◆ Work to be completed
Please copy out all lines of the entries that contain the word "Houston".

>>>

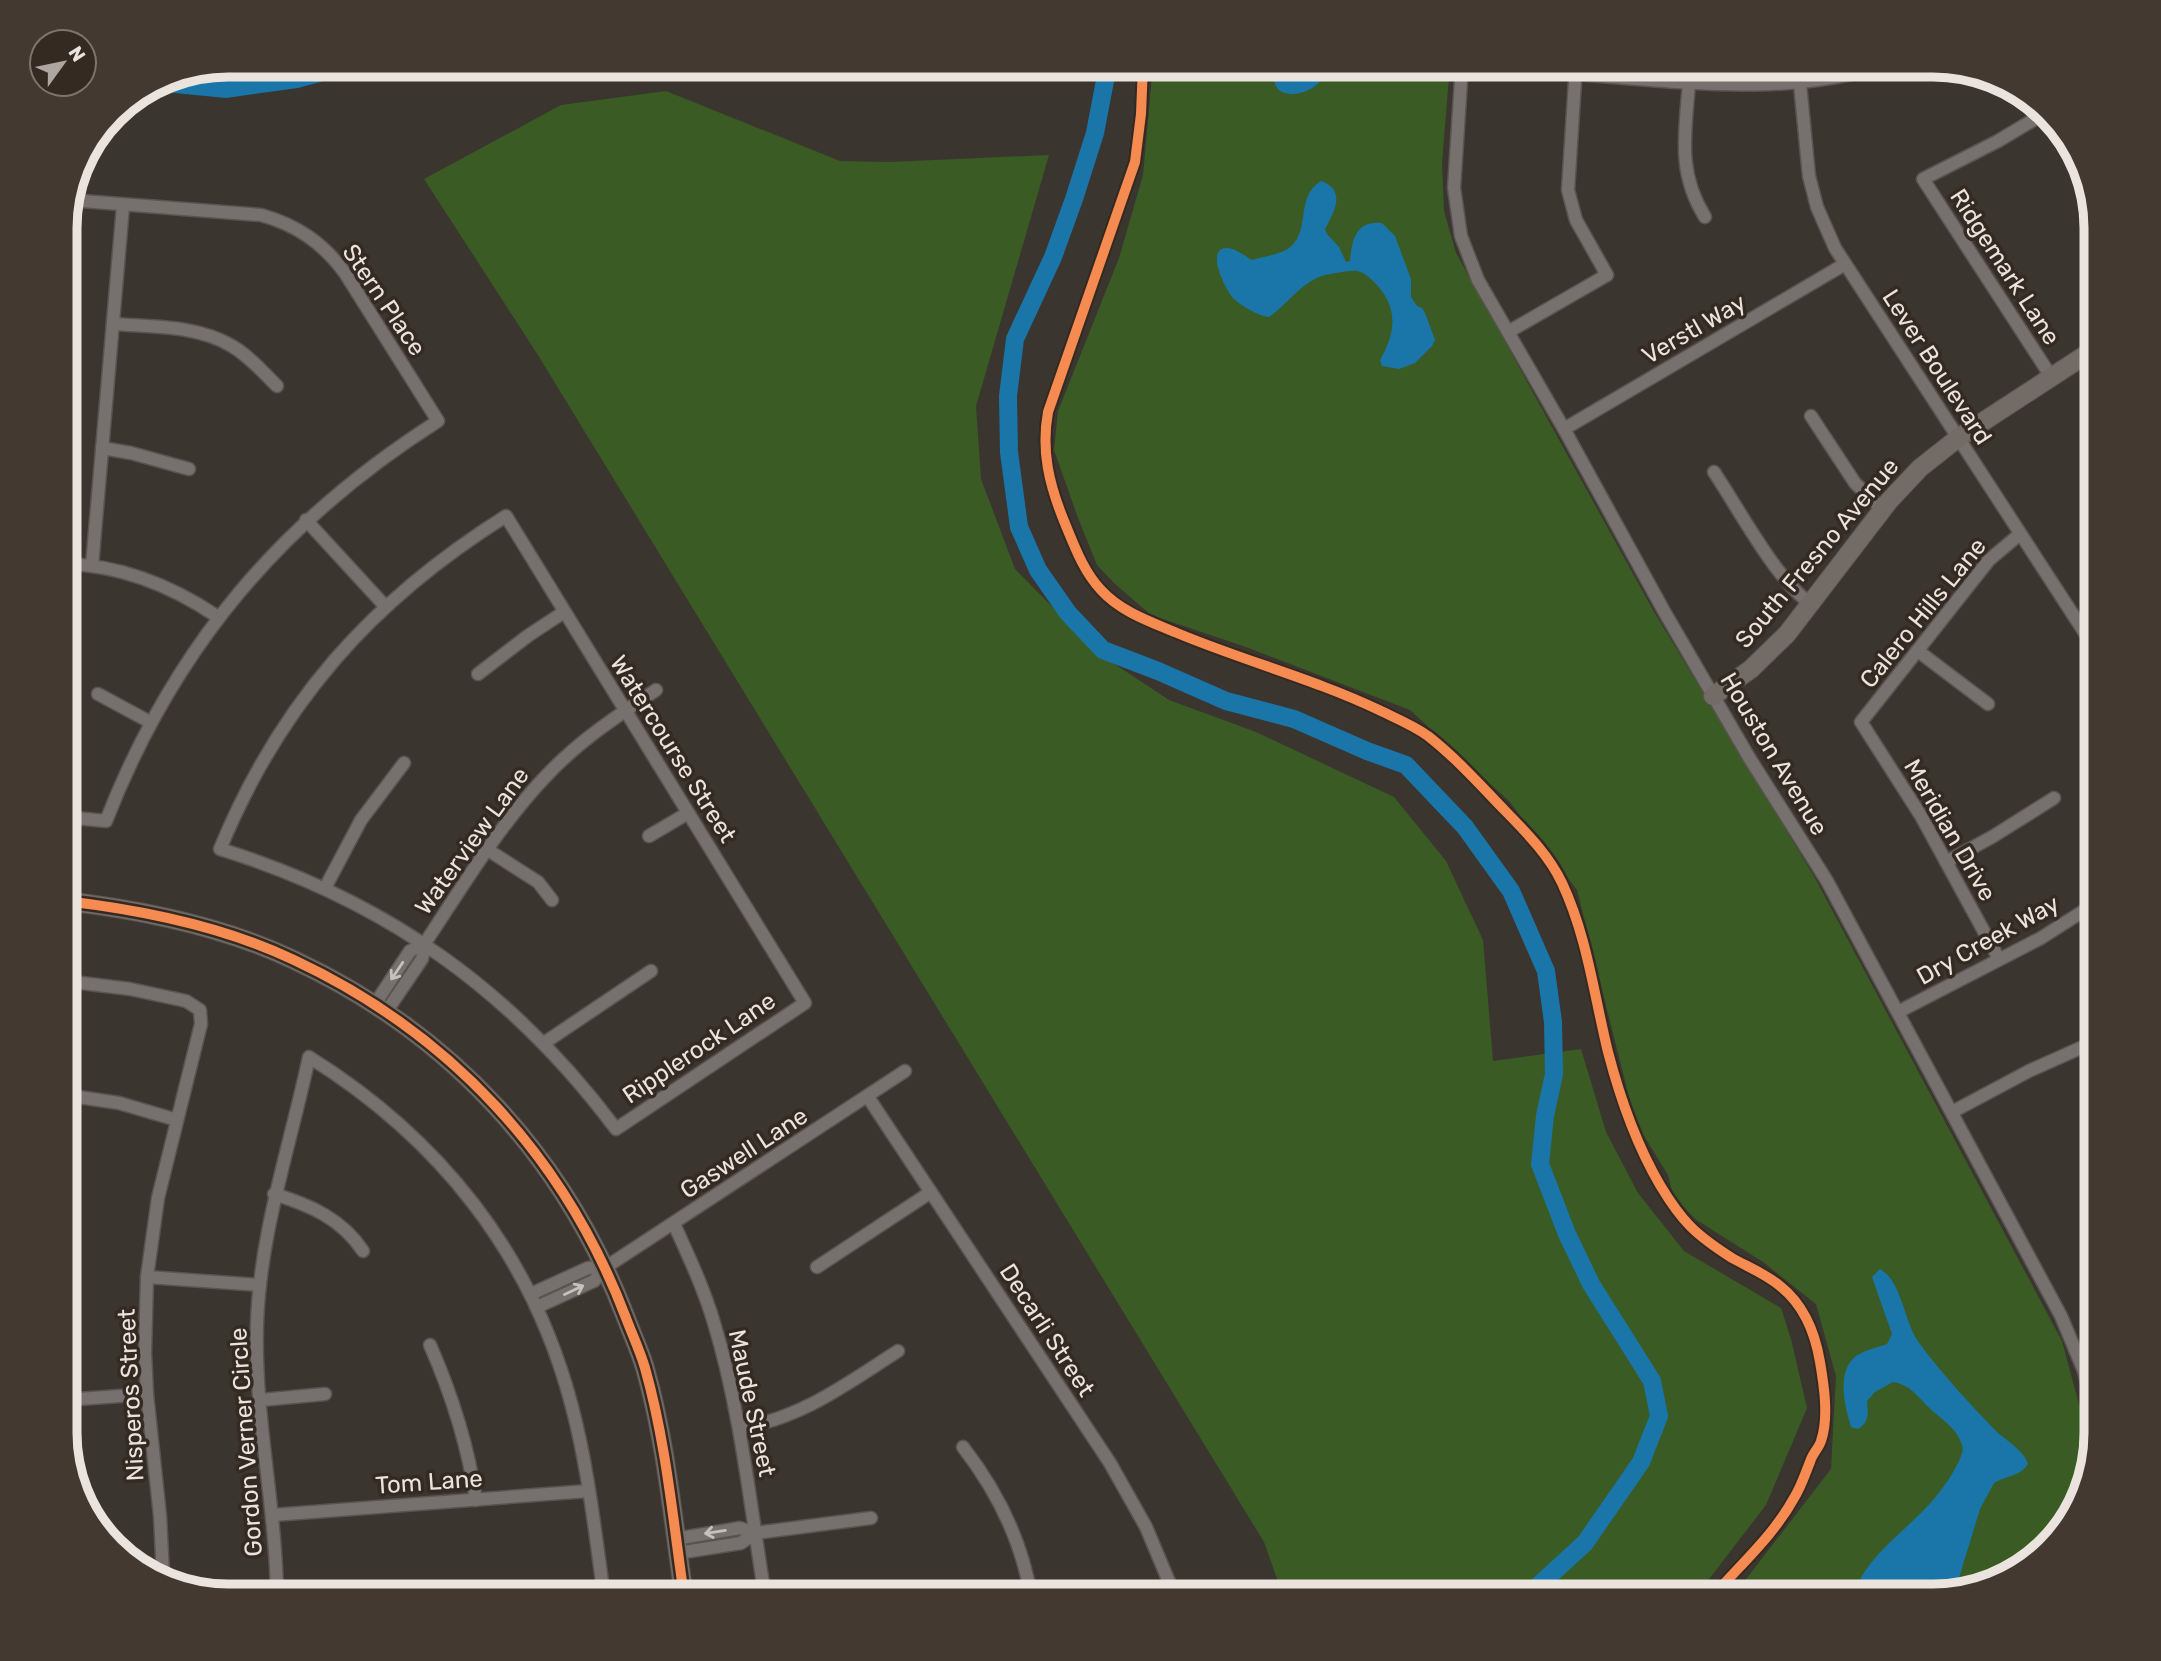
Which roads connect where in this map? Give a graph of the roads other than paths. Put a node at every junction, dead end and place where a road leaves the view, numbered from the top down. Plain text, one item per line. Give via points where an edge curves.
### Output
1 (1143, 77) edge
2 (1461, 77) edge
3 (1575, 77) edge
4 (1641, 77) edge
5 (1840, 77) edge
6 (1689, 83) junction
7 (1800, 84) junction
8 (2037, 118) edge
9 (79, 201) edge
10 (123, 206) junction
11 (1705, 217) dead end
12 (1845, 264) junction
13 (113, 324) junction
14 (1508, 332) junction
15 (2084, 356) edge
16 (2052, 378) junction
17 (277, 386) dead end
18 (1811, 416) dead end
19 (1564, 429) junction
20 (1958, 438) junction
21 (102, 448) junction
22 (189, 469) dead end
23 (1714, 472) dead end
24 (1883, 510) junction
25 (306, 520) junction
26 (2020, 534) junction
27 (77, 565) edge
28 (92, 566) junction
29 (1811, 604) junction
30 (386, 606) junction
31 (564, 612) junction
32 (218, 617) junction
33 (2084, 632) edge
34 (1918, 651) junction
35 (478, 674) dead end
36 (656, 691) dead end
37 (98, 694) dead end
38 (1713, 696) junction
39 (1988, 704) dead end
40 (625, 711) junction
41 (150, 722) junction
42 (1861, 722) joint
43 (404, 763) dead end
44 (2054, 798) dead end
45 (688, 813) junction
46 (77, 818) edge
47 (649, 836) dead end
48 (488, 850) junction
49 (1946, 862) junction
50 (325, 888) junction
51 (552, 900) dead end
52 (77, 903) edge
53 (2084, 910) edge
54 (425, 943) junction
55 (1999, 959) junction
56 (651, 971) dead end
57 (77, 982) edge
58 (805, 1003) joint
59 (380, 1008) junction
60 (1898, 1012) junction
61 (544, 1042) junction
62 (2084, 1046) edge
63 (905, 1071) dead end
64 (77, 1097) edge
65 (868, 1097) junction
66 (1952, 1112) junction
67 (177, 1120) junction
68 (931, 1192) junction
69 (274, 1194) junction
70 (674, 1224) junction
71 (363, 1251) dead end
72 (606, 1268) junction
73 (817, 1268) dead end
74 (147, 1277) junction
75 (260, 1285) junction
76 (531, 1294) junction
77 (537, 1307) junction
78 (430, 1345) dead end
79 (898, 1351) dead end
80 (2084, 1367) edge
81 (147, 1394) junction
82 (325, 1394) dead end
83 (77, 1399) edge
84 (261, 1400) junction
85 (740, 1428) junction
86 (963, 1447) dead end
87 (588, 1491) junction
88 (475, 1500) junction
89 (273, 1515) junction
90 (870, 1518) dead end
91 (755, 1534) junction
92 (677, 1546) junction
93 (163, 1569) edge
94 (276, 1584) edge
95 (602, 1584) edge
96 (682, 1584) edge
97 (763, 1584) edge
98 (1029, 1584) edge
99 (1170, 1584) edge
100 (1724, 1584) edge

1 - 100 street via 1135,162 1048,412 1045,457 1063,518 1085,569 1109,597 1142,618 1357,700 1418,729 1484,787 1557,874 1582,939 1616,1080 1655,1177 1689,1226 1795,1300 1817,1344 1824,1417 1821,1443 1782,1518
2 - 14 street, Houston Avenue via 1454,166 1461,236 1478,280
3 - 14 street via 1568,190 1576,220 1606,275
4 - 6 street
5 - 7 street
6 - 7 street
6 - 11 street via 1684,159 1691,190
7 - 12 street, Lever Boulevard via 1811,186
8 - 16 street, Ridgemark Lane via 1923,179
9 - 10 street, Stern Place
10 - 13 street
10 - 25 street, Stern Place via 261,215 307,234 345,273 438,421 367,469
12 - 19 street, Verstl Way
12 - 20 street, Lever Boulevard
13 - 17 street via 185,330 217,338 244,354
13 - 21 street
14 - 19 street, Houston Avenue
15 - 16 street, South Fresno Avenue
16 - 20 street, South Fresno Avenue
18 - 24 street via 1855,483
19 - 38 street, Houston Avenue
20 - 24 street, South Fresno Avenue via 1920,468
20 - 26 street, Lever Boulevard
21 - 22 street
21 - 28 street
23 - 29 street via 1780,573
24 - 29 street, South Fresno Avenue
25 - 30 street
25 - 32 street
26 - 33 street, Lever Boulevard
26 - 34 street, Calero Hills Lane via 1989,560
27 - 28 street
28 - 32 street via 152,581
29 - 38 street, South Fresno Avenue via 1770,652
30 - 31 street, Watercourse Street via 440,560 506,516
30 - 50 street via 337,656 293,712 256,771 219,849
31 - 35 street
31 - 40 street, Watercourse Street
32 - 41 street
34 - 39 street
34 - 42 street, Calero Hills Lane
36 - 40 street, Waterview Lane
37 - 41 street
38 - 60 street, Houston Avenue via 1827,881
40 - 45 street, Watercourse Street
40 - 48 street, Waterview Lane via 547,774
41 - 46 street via 106,821
42 - 49 street, Meridian Drive
43 - 50 street via 361,821
44 - 49 street
45 - 47 street
45 - 58 street, Watercourse Street
48 - 51 street via 538,882
48 - 54 street, Waterview Lane
49 - 55 street, Meridian Drive
50 - 54 street
52 - 59 street via 177,920 241,939 293,959
53 - 55 street, Dry Creek Way
54 - 59 street, Waterview Lane via 422,959
54 - 61 street via 483,986
55 - 60 street, Dry Creek Way
56 - 61 street
57 - 67 street, Nisperos Street via 186,1001 200,1010 201,1024
58 - 61 street, Ripplerock Lane via 616,1129
59 - 72 street via 460,1070 515,1127 575,1209
60 - 66 street, Houston Avenue
62 - 66 street
63 - 65 street, Gaswell Lane
64 - 67 street
65 - 68 street, Decarli Street
65 - 70 street, Gaswell Lane
66 - 80 street, Houston Avenue
67 - 74 street, Nisperos Street via 158,1198
68 - 73 street
68 - 99 street, Decarli Street via 1110,1463 1146,1527
69 - 71 street via 334,1220 352,1234
69 - 75 street, Gordon Verner Circle
69 - 76 street, Gordon Verner Circle via 309,1057 391,1115 440,1162 483,1215
70 - 72 street, Gaswell Lane
70 - 85 street, Maude Street via 714,1322
72 - 76 street, Gaswell Lane via 588,1268
77 -> 72 street, Gaswell Lane via 594,1281
72 - 92 street via 644,1365 663,1441
74 - 75 street
74 - 81 street, Nisperos Street
75 - 84 street, Gordon Verner Circle via 257,1347
76 - 77 street, Gordon Verner Circle
77 - 87 street, Gordon Verner Circle via 571,1402
78 - 88 street via 465,1440
79 - 85 street via 799,1412
81 - 83 street
81 - 93 street, Nisperos Street
82 - 84 street
84 - 89 street, Gordon Verner Circle
85 - 91 street, Maude Street
86 - 98 street via 1009,1524
87 - 88 street, Tom Lane
87 - 95 street, Gordon Verner Circle
88 - 89 street, Tom Lane
89 - 94 street, Gordon Verner Circle
90 - 91 street
91 - 92 street via 741,1543
91 - 97 street, Maude Street
92 - 96 street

<<<

◆ Reply to the exercise
2 - 14 street, Houston Avenue via 1454,166 1461,236 1478,280
14 - 19 street, Houston Avenue
19 - 38 street, Houston Avenue
38 - 60 street, Houston Avenue via 1827,881
60 - 66 street, Houston Avenue
66 - 80 street, Houston Avenue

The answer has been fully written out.